IWTA represents all the wool traders, top makers and agents in Italy and to a bigger extent in Europe, and we think we can consider ourselves as the most appropriate organisation to comment on this issue, as we trade Australian wool on a daily basis interpreting the demand of the whole European textile chain.
Mulesing has been unfortunately an ongoing issue for the last 20 years, and the premise has always been from our side that we are very far from being in a position to tell an Australian grower what should or should not be done when it gets to take care of his beloved animals. Nevertheless, we think it is fair to let you know what the reality is in our view, and think that denying the problem is not the correct approach, especially towards your fellow growers who should get the right message from the consumer‘s market.
The Italian delegation even presented a motion at the International Wool Textile Organisation Conference in Sydney as far back as 2016 on the mulesing issue, but it was blocked by the Australian committee, on the claim that it would have ruined the nice and festive atmosphere of the congress. Again, we felt it was a wasted opportunity for the growers to listen to the consumer’s voice.
It is, in the end, a grower decision what to do, but it is our duty, and yours as AWI, if I may say so, to advise the growers on what is required by the final customer.
We can assure you that it is not only “two European fashion houses pushing non-mulesing”, it is all about an entire textile sector, at least in Europe and America for that matter, demanding this kind of wool to produce, market and sell a sustainable product. In fact, most of the American and European retailers have committed to a transition to 100 percent non-mulesed wool sourcing by 2030, and even the recent review of the NWD does not offer enough transparency and traceability.
The market is open to whomever meets today’s requirements in terms of quality, transparency, sustainability and animal welfare issues. As you may be aware, other producing countries are in a position to deliver exactly what’s required by the European market, and these other countries are experiencing, and have done so for years now, bigger demand and eventually better prices.
We may also go further stating that some of the biggest Chinese processors might agree with us on this claim, as in turn they export their wool tops and yarns to Europe through some of IWTA associates, facing exactly the same requests and issues in terms of mulesing in particular, and animal welfare, in a broader sense.
It is with particular regret that we’ve read your words Ms Garnsey, because during a meeting held in Milan in September last year, you showed a very different approach to sensitive issues like mulesing compared to your predecessors. And you were expressing promises and commitments about a potential change of direction, at least in the sense of AWI passing back to the growers the right messages coming from the end-users market.
It seems as if nothing has really changed, and the memory goes back to another very unfortunate meeting held in Milano a couple of years back when your CEO answered the same question, stating that whether we liked it or not, to source the wool we needed we had to buy it in Australia, regardless of any other consideration, and almost deaf to our appeals.
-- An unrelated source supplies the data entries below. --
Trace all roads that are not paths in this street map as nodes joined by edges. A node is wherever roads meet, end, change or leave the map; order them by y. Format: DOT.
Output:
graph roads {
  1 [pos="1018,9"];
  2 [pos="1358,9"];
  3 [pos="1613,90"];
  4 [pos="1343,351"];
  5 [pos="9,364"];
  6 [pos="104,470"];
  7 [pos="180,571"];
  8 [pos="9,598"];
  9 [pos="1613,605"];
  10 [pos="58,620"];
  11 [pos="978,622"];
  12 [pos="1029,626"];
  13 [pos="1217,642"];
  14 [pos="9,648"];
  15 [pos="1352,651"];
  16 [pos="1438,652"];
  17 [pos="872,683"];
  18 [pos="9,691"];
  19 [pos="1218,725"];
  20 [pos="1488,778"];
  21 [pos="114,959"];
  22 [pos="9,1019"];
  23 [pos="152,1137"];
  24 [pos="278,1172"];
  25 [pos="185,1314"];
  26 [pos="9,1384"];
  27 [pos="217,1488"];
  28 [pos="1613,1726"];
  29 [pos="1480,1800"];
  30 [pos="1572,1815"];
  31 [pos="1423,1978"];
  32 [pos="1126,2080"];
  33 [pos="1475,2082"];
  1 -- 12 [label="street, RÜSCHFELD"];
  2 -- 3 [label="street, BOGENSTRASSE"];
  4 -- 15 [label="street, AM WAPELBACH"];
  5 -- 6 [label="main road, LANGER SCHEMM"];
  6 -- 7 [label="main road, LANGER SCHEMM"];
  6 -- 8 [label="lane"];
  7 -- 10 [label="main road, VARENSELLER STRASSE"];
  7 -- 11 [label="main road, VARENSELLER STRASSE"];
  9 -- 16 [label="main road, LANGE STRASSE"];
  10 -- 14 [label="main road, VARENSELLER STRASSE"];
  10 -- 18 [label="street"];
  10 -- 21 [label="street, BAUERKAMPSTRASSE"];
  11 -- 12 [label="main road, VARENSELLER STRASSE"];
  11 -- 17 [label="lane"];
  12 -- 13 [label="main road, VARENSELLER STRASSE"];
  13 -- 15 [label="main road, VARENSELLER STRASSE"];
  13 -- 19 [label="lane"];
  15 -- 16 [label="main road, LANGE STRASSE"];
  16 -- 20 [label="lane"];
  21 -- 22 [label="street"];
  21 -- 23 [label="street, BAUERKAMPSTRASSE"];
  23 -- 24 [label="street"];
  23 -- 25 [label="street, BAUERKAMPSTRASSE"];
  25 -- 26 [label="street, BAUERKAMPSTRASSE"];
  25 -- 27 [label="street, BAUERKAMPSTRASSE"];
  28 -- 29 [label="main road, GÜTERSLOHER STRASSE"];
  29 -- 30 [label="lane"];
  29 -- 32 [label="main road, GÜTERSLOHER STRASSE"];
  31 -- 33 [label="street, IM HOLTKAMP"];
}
We do love wool Ms Garnsey, and we do love Australian wool as much as the Aussie producers who share with us the same passion and enthusiasm. But we are also of the opinion that bodies representing the growers’ interest, like AWI, should responsibly channel the right messages, in terms of consumption trend, back to the growing sector, and then, it is always their call to decide upon the way to choose.
I do hope my comments are taken in the right, constructive, friendly and positive way they were thought of, and that have always distinguished the relationship between the Australian, Italian and European wool communities.